## EXERCISE DETAILS
Go line by line through the data and copy those with the word "roads".

☆ ☆ ☆ ☆

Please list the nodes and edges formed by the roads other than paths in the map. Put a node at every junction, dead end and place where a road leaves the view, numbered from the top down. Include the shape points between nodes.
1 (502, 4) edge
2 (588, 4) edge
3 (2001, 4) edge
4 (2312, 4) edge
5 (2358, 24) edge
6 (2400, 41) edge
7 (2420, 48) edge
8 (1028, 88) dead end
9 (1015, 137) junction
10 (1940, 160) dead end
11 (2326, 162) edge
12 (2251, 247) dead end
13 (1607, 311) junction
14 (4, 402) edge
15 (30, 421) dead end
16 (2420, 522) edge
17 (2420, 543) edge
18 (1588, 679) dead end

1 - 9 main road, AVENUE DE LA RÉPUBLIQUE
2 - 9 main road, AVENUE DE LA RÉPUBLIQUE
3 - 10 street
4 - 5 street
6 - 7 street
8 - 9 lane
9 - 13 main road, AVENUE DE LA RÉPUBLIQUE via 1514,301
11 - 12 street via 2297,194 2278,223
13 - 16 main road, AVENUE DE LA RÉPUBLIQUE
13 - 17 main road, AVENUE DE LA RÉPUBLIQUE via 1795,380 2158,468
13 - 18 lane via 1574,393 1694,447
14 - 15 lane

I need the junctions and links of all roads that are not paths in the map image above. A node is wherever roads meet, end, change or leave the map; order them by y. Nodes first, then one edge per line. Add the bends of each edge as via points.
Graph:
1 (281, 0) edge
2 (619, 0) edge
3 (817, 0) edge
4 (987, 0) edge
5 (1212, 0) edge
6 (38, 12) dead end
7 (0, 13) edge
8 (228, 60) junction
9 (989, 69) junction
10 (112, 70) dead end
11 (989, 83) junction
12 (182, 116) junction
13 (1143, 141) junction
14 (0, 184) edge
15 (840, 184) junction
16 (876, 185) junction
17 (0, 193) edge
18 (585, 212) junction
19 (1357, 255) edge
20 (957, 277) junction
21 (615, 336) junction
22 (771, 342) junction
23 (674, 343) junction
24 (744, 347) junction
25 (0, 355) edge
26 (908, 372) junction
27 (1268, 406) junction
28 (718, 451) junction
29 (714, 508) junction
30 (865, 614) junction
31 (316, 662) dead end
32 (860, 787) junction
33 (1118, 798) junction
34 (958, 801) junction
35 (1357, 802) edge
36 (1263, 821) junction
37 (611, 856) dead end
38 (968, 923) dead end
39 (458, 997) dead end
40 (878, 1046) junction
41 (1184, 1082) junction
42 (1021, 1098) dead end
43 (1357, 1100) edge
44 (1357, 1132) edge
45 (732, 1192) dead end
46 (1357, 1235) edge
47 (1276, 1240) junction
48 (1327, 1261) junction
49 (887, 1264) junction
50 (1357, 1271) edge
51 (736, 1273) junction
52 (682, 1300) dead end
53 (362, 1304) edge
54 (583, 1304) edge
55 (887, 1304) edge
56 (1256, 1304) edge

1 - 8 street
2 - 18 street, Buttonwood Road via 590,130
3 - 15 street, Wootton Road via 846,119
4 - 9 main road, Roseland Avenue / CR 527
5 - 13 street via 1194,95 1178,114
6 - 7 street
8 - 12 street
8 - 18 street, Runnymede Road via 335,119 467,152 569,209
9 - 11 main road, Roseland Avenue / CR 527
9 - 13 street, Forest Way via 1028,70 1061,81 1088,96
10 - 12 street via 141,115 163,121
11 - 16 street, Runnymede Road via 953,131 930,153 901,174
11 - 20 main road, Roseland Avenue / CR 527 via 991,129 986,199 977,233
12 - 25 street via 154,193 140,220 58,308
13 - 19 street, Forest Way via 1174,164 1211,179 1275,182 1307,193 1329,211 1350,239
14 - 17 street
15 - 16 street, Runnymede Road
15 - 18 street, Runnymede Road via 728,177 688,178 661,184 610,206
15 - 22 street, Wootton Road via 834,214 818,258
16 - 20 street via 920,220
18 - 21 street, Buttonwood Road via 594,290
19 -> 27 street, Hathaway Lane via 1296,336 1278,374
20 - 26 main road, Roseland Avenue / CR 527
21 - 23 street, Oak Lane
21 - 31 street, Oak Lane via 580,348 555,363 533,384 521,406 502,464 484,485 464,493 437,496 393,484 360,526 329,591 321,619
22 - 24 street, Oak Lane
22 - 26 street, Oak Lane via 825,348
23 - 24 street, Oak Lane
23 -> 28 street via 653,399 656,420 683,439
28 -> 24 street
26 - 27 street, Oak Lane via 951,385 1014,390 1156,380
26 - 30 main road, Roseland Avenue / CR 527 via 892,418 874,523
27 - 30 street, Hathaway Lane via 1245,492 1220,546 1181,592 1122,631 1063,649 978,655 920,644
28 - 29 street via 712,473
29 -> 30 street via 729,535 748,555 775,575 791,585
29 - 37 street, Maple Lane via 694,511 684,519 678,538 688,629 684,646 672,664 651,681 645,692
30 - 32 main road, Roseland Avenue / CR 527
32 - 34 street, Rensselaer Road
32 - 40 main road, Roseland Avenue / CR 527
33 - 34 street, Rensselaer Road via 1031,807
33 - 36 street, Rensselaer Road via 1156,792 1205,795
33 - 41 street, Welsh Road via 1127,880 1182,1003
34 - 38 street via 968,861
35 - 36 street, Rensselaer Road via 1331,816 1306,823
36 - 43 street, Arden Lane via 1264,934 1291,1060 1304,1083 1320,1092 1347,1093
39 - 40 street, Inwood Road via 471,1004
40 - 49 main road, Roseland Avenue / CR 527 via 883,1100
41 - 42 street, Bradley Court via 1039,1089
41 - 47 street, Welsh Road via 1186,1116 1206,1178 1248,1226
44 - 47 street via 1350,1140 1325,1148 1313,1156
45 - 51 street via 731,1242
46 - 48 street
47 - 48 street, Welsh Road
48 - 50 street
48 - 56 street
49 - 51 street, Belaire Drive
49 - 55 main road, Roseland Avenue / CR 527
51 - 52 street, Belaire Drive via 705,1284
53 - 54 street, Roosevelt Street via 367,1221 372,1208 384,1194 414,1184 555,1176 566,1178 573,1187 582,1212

☆ ☆ ☆ ☆

## RESPONSE TO THIS TASK
Please list the nodes and edges formed by the roads other than paths in the map. Put a node at every junction, dead end and place where a road leaves the view, numbered from the top down. Include the shape points between nodes.
I need the junctions and links of all roads that are not paths in the map image above. A node is wherever roads meet, end, change or leave the map; order them by y. Nodes first, then one edge per line. Add the bends of each edge as via points.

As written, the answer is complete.